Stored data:
########

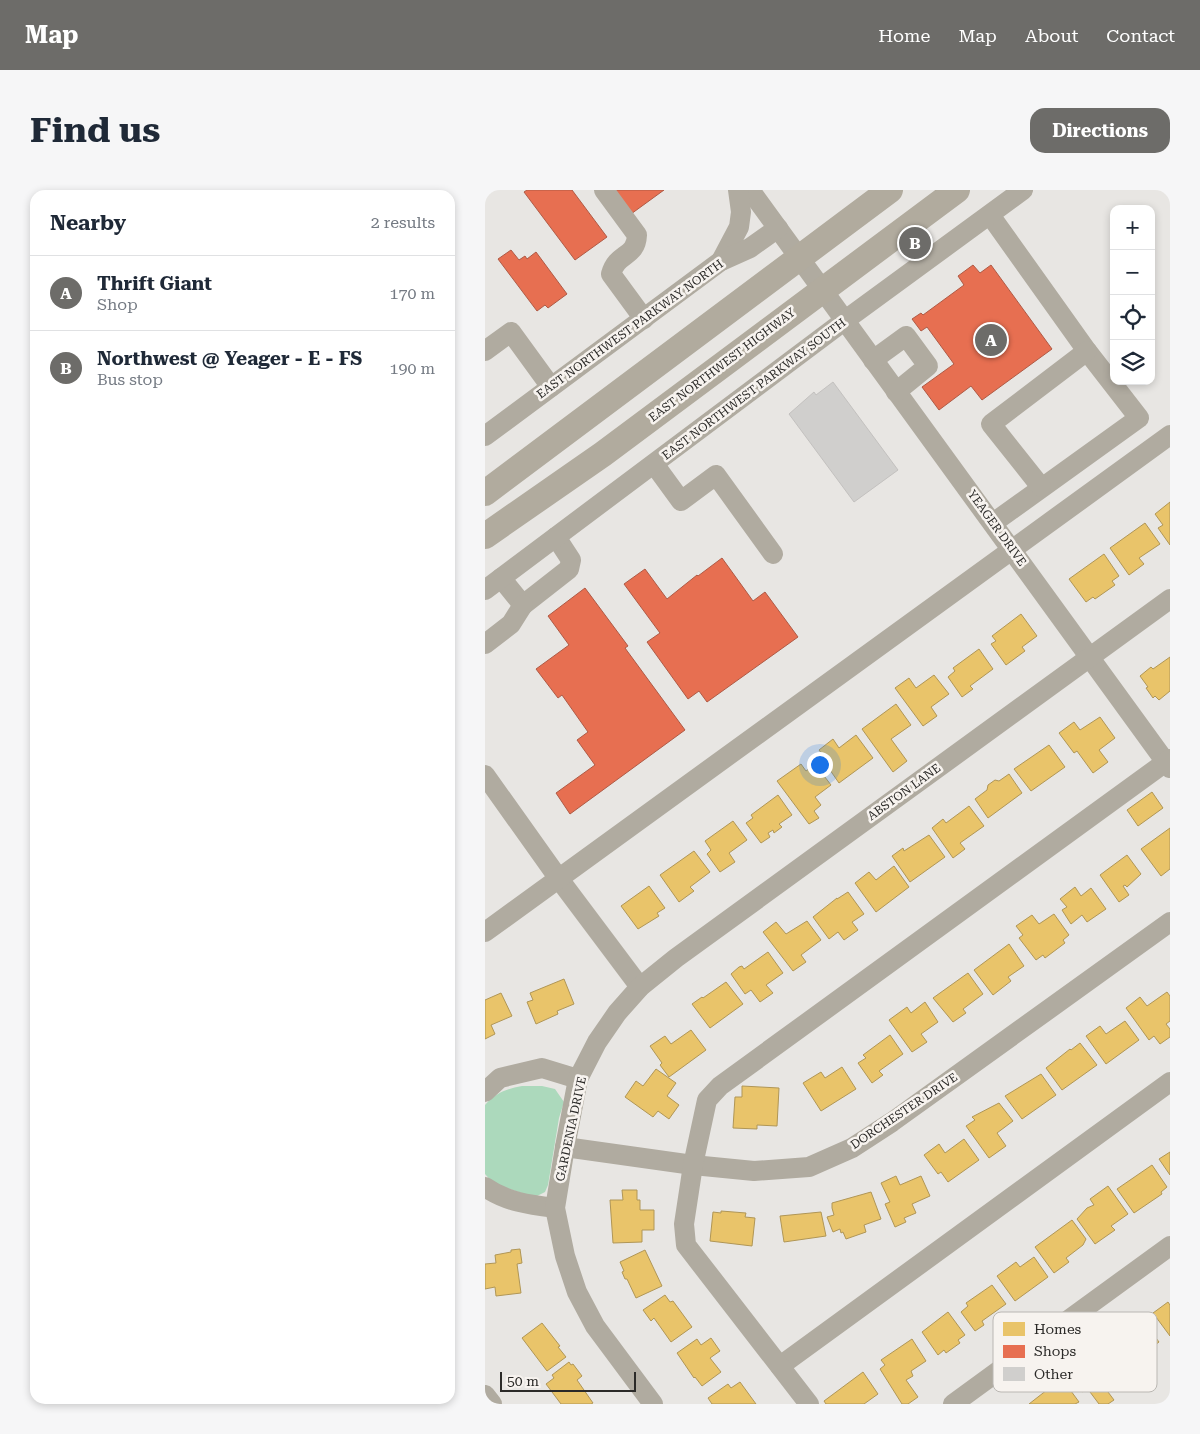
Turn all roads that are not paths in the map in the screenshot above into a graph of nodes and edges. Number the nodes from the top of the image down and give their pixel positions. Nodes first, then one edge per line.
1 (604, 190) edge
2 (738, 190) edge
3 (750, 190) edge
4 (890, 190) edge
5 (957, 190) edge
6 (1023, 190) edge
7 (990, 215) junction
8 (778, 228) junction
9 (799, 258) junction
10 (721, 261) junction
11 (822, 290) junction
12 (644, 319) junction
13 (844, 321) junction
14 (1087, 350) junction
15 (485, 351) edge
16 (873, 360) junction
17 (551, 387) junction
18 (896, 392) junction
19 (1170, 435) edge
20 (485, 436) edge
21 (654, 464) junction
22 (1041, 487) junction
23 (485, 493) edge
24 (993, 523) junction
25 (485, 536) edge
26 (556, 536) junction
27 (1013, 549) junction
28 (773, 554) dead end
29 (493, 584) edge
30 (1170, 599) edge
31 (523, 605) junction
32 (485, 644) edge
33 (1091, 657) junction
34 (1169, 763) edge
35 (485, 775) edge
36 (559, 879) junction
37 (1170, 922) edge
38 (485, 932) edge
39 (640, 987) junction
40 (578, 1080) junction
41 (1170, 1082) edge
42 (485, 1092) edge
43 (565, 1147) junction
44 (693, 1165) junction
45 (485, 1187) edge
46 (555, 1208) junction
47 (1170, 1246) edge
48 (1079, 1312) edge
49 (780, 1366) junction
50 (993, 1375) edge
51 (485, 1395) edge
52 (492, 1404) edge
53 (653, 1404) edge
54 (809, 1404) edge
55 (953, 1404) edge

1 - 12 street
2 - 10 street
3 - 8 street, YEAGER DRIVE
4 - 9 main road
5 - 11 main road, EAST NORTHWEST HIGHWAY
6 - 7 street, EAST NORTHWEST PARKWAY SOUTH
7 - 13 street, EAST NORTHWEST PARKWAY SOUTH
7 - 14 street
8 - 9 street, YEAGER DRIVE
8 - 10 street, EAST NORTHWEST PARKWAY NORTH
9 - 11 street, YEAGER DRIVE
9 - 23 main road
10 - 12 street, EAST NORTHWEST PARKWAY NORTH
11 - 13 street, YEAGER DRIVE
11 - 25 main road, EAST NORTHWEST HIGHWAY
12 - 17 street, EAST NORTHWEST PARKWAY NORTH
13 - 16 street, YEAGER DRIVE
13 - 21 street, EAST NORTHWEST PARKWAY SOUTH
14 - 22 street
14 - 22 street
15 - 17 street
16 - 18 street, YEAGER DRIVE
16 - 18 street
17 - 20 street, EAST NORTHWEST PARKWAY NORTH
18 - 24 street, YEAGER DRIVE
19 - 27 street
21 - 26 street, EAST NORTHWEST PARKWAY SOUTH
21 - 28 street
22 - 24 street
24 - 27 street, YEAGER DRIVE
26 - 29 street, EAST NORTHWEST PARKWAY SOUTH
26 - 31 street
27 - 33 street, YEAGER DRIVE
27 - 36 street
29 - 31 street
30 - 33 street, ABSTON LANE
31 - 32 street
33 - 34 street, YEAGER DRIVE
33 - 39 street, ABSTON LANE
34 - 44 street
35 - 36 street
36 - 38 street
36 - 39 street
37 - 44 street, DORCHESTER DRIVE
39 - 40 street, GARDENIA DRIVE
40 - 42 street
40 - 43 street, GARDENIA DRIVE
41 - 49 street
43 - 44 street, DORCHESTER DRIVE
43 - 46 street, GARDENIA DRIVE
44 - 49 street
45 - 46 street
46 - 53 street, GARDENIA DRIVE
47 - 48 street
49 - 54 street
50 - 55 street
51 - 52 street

########

TASK DESCRIPTION: Omit the pictures; restate every entry word for word.

FINAL ANSWER:
Turn all roads that are not paths in the map in the screenshot above into a graph of nodes and edges. Number the nodes from the top of the image down and give their pixel positions. Nodes first, then one edge per line.
1 (604, 190) edge
2 (738, 190) edge
3 (750, 190) edge
4 (890, 190) edge
5 (957, 190) edge
6 (1023, 190) edge
7 (990, 215) junction
8 (778, 228) junction
9 (799, 258) junction
10 (721, 261) junction
11 (822, 290) junction
12 (644, 319) junction
13 (844, 321) junction
14 (1087, 350) junction
15 (485, 351) edge
16 (873, 360) junction
17 (551, 387) junction
18 (896, 392) junction
19 (1170, 435) edge
20 (485, 436) edge
21 (654, 464) junction
22 (1041, 487) junction
23 (485, 493) edge
24 (993, 523) junction
25 (485, 536) edge
26 (556, 536) junction
27 (1013, 549) junction
28 (773, 554) dead end
29 (493, 584) edge
30 (1170, 599) edge
31 (523, 605) junction
32 (485, 644) edge
33 (1091, 657) junction
34 (1169, 763) edge
35 (485, 775) edge
36 (559, 879) junction
37 (1170, 922) edge
38 (485, 932) edge
39 (640, 987) junction
40 (578, 1080) junction
41 (1170, 1082) edge
42 (485, 1092) edge
43 (565, 1147) junction
44 (693, 1165) junction
45 (485, 1187) edge
46 (555, 1208) junction
47 (1170, 1246) edge
48 (1079, 1312) edge
49 (780, 1366) junction
50 (993, 1375) edge
51 (485, 1395) edge
52 (492, 1404) edge
53 (653, 1404) edge
54 (809, 1404) edge
55 (953, 1404) edge

1 - 12 street
2 - 10 street
3 - 8 street, YEAGER DRIVE
4 - 9 main road
5 - 11 main road, EAST NORTHWEST HIGHWAY
6 - 7 street, EAST NORTHWEST PARKWAY SOUTH
7 - 13 street, EAST NORTHWEST PARKWAY SOUTH
7 - 14 street
8 - 9 street, YEAGER DRIVE
8 - 10 street, EAST NORTHWEST PARKWAY NORTH
9 - 11 street, YEAGER DRIVE
9 - 23 main road
10 - 12 street, EAST NORTHWEST PARKWAY NORTH
11 - 13 street, YEAGER DRIVE
11 - 25 main road, EAST NORTHWEST HIGHWAY
12 - 17 street, EAST NORTHWEST PARKWAY NORTH
13 - 16 street, YEAGER DRIVE
13 - 21 street, EAST NORTHWEST PARKWAY SOUTH
14 - 22 street
14 - 22 street
15 - 17 street
16 - 18 street, YEAGER DRIVE
16 - 18 street
17 - 20 street, EAST NORTHWEST PARKWAY NORTH
18 - 24 street, YEAGER DRIVE
19 - 27 street
21 - 26 street, EAST NORTHWEST PARKWAY SOUTH
21 - 28 street
22 - 24 street
24 - 27 street, YEAGER DRIVE
26 - 29 street, EAST NORTHWEST PARKWAY SOUTH
26 - 31 street
27 - 33 street, YEAGER DRIVE
27 - 36 street
29 - 31 street
30 - 33 street, ABSTON LANE
31 - 32 street
33 - 34 street, YEAGER DRIVE
33 - 39 street, ABSTON LANE
34 - 44 street
35 - 36 street
36 - 38 street
36 - 39 street
37 - 44 street, DORCHESTER DRIVE
39 - 40 street, GARDENIA DRIVE
40 - 42 street
40 - 43 street, GARDENIA DRIVE
41 - 49 street
43 - 44 street, DORCHESTER DRIVE
43 - 46 street, GARDENIA DRIVE
44 - 49 street
45 - 46 street
46 - 53 street, GARDENIA DRIVE
47 - 48 street
49 - 54 street
50 - 55 street
51 - 52 street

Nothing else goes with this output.